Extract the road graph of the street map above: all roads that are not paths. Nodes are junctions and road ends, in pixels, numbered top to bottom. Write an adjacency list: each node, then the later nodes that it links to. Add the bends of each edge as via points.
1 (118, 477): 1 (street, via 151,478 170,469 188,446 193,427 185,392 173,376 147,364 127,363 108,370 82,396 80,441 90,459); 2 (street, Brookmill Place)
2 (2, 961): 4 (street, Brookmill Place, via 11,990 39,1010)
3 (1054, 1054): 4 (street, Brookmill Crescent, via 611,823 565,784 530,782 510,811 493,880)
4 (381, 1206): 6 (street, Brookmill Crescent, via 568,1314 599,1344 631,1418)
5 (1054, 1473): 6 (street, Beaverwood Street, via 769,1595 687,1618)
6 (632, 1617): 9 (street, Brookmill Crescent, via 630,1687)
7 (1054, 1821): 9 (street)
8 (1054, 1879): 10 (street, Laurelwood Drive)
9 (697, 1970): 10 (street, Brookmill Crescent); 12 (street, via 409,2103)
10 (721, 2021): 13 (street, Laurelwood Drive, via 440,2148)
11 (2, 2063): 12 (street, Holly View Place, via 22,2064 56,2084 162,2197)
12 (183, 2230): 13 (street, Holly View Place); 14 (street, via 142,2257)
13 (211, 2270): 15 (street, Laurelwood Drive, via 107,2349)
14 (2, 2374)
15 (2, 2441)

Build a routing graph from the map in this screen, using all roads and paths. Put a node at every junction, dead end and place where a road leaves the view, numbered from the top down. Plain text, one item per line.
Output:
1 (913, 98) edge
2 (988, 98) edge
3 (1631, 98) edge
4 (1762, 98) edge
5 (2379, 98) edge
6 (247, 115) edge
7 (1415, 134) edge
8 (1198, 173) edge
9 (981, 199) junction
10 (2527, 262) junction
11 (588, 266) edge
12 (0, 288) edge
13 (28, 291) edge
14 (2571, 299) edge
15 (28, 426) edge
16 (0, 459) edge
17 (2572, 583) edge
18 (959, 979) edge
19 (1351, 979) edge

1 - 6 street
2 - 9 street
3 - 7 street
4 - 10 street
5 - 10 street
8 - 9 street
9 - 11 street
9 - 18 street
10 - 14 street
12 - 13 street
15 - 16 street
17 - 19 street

- [Work to be completed]:
Please return the data above exactly as given.

- [Response for this exercise]:
Extract the road graph of the street map above: all roads that are not paths. Nodes are junctions and road ends, in pixels, numbered top to bottom. Write an adjacency list: each node, then the later nodes that it links to. Add the bends of each edge as via points.
1 (118, 477): 1 (street, via 151,478 170,469 188,446 193,427 185,392 173,376 147,364 127,363 108,370 82,396 80,441 90,459); 2 (street, Brookmill Place)
2 (2, 961): 4 (street, Brookmill Place, via 11,990 39,1010)
3 (1054, 1054): 4 (street, Brookmill Crescent, via 611,823 565,784 530,782 510,811 493,880)
4 (381, 1206): 6 (street, Brookmill Crescent, via 568,1314 599,1344 631,1418)
5 (1054, 1473): 6 (street, Beaverwood Street, via 769,1595 687,1618)
6 (632, 1617): 9 (street, Brookmill Crescent, via 630,1687)
7 (1054, 1821): 9 (street)
8 (1054, 1879): 10 (street, Laurelwood Drive)
9 (697, 1970): 10 (street, Brookmill Crescent); 12 (street, via 409,2103)
10 (721, 2021): 13 (street, Laurelwood Drive, via 440,2148)
11 (2, 2063): 12 (street, Holly View Place, via 22,2064 56,2084 162,2197)
12 (183, 2230): 13 (street, Holly View Place); 14 (street, via 142,2257)
13 (211, 2270): 15 (street, Laurelwood Drive, via 107,2349)
14 (2, 2374)
15 (2, 2441)

Build a routing graph from the map in this screen, using all roads and paths. Put a node at every junction, dead end and place where a road leaves the view, numbered from the top down. Plain text, one item per line.
Output:
1 (913, 98) edge
2 (988, 98) edge
3 (1631, 98) edge
4 (1762, 98) edge
5 (2379, 98) edge
6 (247, 115) edge
7 (1415, 134) edge
8 (1198, 173) edge
9 (981, 199) junction
10 (2527, 262) junction
11 (588, 266) edge
12 (0, 288) edge
13 (28, 291) edge
14 (2571, 299) edge
15 (28, 426) edge
16 (0, 459) edge
17 (2572, 583) edge
18 (959, 979) edge
19 (1351, 979) edge

1 - 6 street
2 - 9 street
3 - 7 street
4 - 10 street
5 - 10 street
8 - 9 street
9 - 11 street
9 - 18 street
10 - 14 street
12 - 13 street
15 - 16 street
17 - 19 street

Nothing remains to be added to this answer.